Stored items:
"""

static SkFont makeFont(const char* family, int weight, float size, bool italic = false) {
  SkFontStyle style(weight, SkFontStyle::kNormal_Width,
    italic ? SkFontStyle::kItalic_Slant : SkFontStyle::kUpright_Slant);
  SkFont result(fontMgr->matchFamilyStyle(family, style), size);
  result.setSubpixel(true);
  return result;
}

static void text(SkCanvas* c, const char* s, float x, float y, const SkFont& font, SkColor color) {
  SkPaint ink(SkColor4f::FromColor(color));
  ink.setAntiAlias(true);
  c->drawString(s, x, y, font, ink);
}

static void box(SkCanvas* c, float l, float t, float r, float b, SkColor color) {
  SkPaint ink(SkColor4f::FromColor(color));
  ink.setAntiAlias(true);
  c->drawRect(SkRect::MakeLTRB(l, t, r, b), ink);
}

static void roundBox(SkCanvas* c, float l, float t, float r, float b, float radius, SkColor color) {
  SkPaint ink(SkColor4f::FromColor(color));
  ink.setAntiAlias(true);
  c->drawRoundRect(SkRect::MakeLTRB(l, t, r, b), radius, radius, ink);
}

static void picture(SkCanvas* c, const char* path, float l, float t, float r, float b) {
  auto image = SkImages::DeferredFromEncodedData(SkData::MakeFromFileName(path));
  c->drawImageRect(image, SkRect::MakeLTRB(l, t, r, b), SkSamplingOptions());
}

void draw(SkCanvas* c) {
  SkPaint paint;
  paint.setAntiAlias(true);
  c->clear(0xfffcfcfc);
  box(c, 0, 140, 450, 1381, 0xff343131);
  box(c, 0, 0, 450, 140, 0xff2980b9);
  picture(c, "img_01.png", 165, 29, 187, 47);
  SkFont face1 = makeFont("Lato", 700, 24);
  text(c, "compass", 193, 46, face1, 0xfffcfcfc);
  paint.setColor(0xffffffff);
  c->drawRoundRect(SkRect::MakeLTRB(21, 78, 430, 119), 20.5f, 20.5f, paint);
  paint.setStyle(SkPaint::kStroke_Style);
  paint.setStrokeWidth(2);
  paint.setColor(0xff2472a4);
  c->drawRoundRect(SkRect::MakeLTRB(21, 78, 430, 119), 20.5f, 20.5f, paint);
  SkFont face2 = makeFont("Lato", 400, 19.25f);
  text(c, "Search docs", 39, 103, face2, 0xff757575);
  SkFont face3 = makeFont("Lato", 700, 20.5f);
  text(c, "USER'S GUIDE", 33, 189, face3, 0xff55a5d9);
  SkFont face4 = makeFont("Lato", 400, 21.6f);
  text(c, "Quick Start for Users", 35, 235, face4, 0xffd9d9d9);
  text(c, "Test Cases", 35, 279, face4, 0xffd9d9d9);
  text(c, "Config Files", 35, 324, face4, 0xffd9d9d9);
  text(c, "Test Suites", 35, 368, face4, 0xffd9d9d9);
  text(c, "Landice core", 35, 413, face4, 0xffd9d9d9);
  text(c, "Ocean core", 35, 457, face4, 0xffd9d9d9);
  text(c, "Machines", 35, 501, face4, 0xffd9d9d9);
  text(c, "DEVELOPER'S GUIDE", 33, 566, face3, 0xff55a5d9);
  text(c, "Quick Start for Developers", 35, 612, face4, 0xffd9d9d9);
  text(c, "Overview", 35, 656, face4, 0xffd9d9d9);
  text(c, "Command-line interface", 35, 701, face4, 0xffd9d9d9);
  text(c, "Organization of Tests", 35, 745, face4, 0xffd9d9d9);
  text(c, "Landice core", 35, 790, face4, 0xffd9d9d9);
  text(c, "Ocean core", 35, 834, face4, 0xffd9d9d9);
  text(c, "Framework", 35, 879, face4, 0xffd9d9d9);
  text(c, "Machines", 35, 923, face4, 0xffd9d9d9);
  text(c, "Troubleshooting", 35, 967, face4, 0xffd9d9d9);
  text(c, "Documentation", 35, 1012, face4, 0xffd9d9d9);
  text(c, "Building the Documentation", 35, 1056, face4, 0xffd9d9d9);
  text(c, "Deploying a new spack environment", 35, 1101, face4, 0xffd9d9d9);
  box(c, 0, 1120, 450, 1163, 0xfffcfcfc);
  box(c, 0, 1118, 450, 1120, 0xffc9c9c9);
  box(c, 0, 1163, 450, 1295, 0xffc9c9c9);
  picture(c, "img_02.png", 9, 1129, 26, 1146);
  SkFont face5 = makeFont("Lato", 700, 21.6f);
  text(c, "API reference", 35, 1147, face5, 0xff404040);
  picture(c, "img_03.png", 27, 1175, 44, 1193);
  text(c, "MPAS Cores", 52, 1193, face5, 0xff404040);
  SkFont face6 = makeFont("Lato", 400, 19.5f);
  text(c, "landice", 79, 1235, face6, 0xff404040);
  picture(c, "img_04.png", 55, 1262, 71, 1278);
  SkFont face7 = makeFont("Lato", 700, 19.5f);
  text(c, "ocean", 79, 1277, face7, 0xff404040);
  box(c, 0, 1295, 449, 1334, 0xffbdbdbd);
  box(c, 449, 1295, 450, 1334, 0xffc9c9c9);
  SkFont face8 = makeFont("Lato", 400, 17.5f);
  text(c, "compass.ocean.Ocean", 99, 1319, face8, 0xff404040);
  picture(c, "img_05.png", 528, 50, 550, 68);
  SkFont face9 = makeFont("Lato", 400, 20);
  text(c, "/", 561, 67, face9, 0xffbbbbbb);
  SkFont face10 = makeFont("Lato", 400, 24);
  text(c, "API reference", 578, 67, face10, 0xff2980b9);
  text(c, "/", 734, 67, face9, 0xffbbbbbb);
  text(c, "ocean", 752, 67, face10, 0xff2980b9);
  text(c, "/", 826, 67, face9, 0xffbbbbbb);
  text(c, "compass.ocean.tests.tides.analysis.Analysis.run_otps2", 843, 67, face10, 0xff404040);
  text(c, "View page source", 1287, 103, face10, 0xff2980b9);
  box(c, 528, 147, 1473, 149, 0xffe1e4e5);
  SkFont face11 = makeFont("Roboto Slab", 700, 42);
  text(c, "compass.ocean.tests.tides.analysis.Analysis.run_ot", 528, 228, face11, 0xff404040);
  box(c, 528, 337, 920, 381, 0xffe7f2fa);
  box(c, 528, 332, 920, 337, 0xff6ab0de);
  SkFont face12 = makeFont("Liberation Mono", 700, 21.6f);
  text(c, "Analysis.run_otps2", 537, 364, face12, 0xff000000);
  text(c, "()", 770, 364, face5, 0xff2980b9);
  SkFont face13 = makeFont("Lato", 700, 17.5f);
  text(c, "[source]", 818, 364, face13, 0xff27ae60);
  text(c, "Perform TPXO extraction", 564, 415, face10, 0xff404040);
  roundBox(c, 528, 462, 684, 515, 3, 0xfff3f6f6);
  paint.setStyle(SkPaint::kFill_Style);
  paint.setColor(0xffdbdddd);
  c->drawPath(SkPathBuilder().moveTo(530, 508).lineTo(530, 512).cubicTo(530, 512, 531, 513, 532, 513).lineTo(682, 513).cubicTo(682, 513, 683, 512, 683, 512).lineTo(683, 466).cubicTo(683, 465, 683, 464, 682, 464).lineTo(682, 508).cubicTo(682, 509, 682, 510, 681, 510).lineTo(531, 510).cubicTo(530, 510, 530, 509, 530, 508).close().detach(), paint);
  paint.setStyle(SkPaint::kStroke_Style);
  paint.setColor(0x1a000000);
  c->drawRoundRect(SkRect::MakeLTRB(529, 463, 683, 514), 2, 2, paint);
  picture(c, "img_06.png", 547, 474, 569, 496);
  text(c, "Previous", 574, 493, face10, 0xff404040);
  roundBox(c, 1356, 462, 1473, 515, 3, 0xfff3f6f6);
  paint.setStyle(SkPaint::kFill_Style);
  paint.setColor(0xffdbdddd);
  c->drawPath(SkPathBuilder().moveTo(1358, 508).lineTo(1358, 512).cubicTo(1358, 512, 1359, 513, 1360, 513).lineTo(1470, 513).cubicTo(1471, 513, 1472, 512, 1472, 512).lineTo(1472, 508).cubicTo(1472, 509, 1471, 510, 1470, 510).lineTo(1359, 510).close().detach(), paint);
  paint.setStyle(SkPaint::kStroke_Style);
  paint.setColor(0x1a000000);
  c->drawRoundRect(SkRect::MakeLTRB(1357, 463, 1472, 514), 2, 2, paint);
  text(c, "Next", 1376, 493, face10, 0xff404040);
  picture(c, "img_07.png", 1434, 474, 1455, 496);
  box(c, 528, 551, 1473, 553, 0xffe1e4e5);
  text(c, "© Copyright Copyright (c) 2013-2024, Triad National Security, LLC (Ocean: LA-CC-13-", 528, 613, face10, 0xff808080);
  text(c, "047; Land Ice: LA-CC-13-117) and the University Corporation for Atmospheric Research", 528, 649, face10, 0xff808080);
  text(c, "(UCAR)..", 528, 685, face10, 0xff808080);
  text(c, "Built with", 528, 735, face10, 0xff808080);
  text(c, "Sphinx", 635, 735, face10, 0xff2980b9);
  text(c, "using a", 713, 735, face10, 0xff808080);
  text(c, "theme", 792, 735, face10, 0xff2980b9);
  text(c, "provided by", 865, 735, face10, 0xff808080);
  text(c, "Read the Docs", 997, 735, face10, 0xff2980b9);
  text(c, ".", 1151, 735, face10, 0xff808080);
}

"""

> **ASSIGNMENT**
Reproduce exactly, and only, the lines from the start of the entries through the one that contains "paint.setAntiAlias(true);".

> **EXERCISE SOLUTION**
static SkFont makeFont(const char* family, int weight, float size, bool italic = false) {
  SkFontStyle style(weight, SkFontStyle::kNormal_Width,
    italic ? SkFontStyle::kItalic_Slant : SkFontStyle::kUpright_Slant);
  SkFont result(fontMgr->matchFamilyStyle(family, style), size);
  result.setSubpixel(true);
  return result;
}

static void text(SkCanvas* c, const char* s, float x, float y, const SkFont& font, SkColor color) {
  SkPaint ink(SkColor4f::FromColor(color));
  ink.setAntiAlias(true);
  c->drawString(s, x, y, font, ink);
}

static void box(SkCanvas* c, float l, float t, float r, float b, SkColor color) {
  SkPaint ink(SkColor4f::FromColor(color));
  ink.setAntiAlias(true);
  c->drawRect(SkRect::MakeLTRB(l, t, r, b), ink);
}

static void roundBox(SkCanvas* c, float l, float t, float r, float b, float radius, SkColor color) {
  SkPaint ink(SkColor4f::FromColor(color));
  ink.setAntiAlias(true);
  c->drawRoundRect(SkRect::MakeLTRB(l, t, r, b), radius, radius, ink);
}

static void picture(SkCanvas* c, const char* path, float l, float t, float r, float b) {
  auto image = SkImages::DeferredFromEncodedData(SkData::MakeFromFileName(path));
  c->drawImageRect(image, SkRect::MakeLTRB(l, t, r, b), SkSamplingOptions());
}

void draw(SkCanvas* c) {
  SkPaint paint;
  paint.setAntiAlias(true);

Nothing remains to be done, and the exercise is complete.